We'll cut straight to the heart of today's message: baking bread is not as hard as you might think.

That's right. The whole process is surprisingly simple, and you can do it at home without needing fancy equipment or an extensive knowledge of baking. Sure, a perfect loaf will take practice, but your very first loaf will probably turn out better than you expected. It'll certainly be a whole lot tastier - and healthier - than store bought bread, and it'll be a solid foundation as you start to adjust your recipe and craft it into exactly what you want.

This series is divided into four articles. Today, we'll start off with an introduction into bread baking basics. Over the next three chapters, we'll share more details along with some tips and tricks you can experiment with as you keep practicing. At the end, we'll include a recipe to help you kick off your bread baking journey.


You may be wondering what equipment you'll need before you get started. The very least you'll need is a mixing bowl and a bread pan. We also recommend a wooden spoon. If you plan on making bread more than once or twice, we also recommend a stand mixer with a dough hook attachment. We prefer Bosch Universal mixers, but there's a lot of information about kitchen mixers and you can choose whichever one fits your preference and budget.

Getting Started!

Okay! You've got your equipment and you're ready to get started. The first thing you'll probably want is a recipe. Different kinds of bread require different ingredients (more on that later in the tips and tricks), but the simplest bread boils down to 4 core ingredients: flour, water, salt, and yeast. Flour and water make up the bulk of your dough. Salt adds flavor. Yeast makes it rise.

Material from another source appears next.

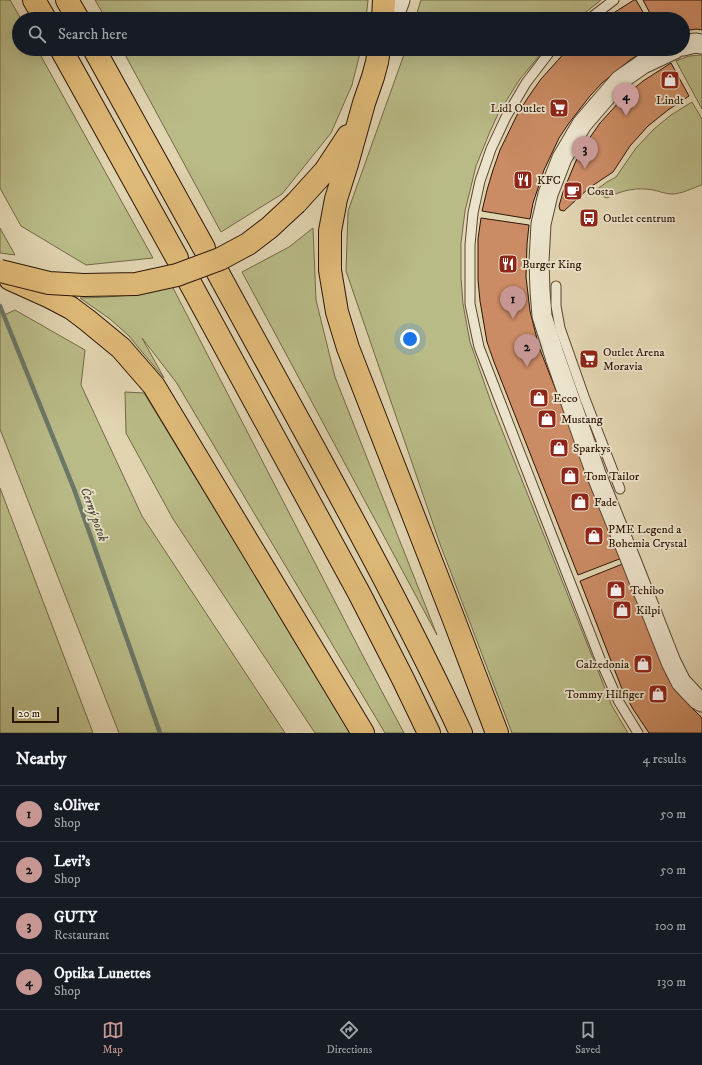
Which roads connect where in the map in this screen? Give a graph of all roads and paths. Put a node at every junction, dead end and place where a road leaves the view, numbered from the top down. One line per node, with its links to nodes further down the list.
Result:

If you're hearing alarm bells right now, don't worry! Many new bakers are intimidated by the idea of using yeast, so let's demystify yeast right now. Yeast is actually a single-celled organism. When you add it to your dough, the yeast microbes feed off the natural sugar in the flour, and produce carbon dioxide as a byproduct. This release of gas is what makes bread rise, a process known as leavening.

Now that you've got your basic ingredients, let's move on to an overview of the whole process:

  • Your ingredients will be mixed together to form the dough.

  • The dough will sit and rise.

  • After the dough rises, you put it in the oven and bake it into a loaf of bread. 
Not too complicated, right? Remember, bread has been around for thousands of years. Finesse and refinement certainly take practice, but you don't need to feel overwhelmed about simply getting started. There are a few more things to learn, but remember the principle of “mix, rise, bake” and you won't get lost. 


Congratulations! You made it through your first bread baking lesson. Hopefully you're feeling excited about this wonderful journey. Next time, we'll dive a little deeper into understanding ingredients and their roles, and how to choose the right ingredients for your bread.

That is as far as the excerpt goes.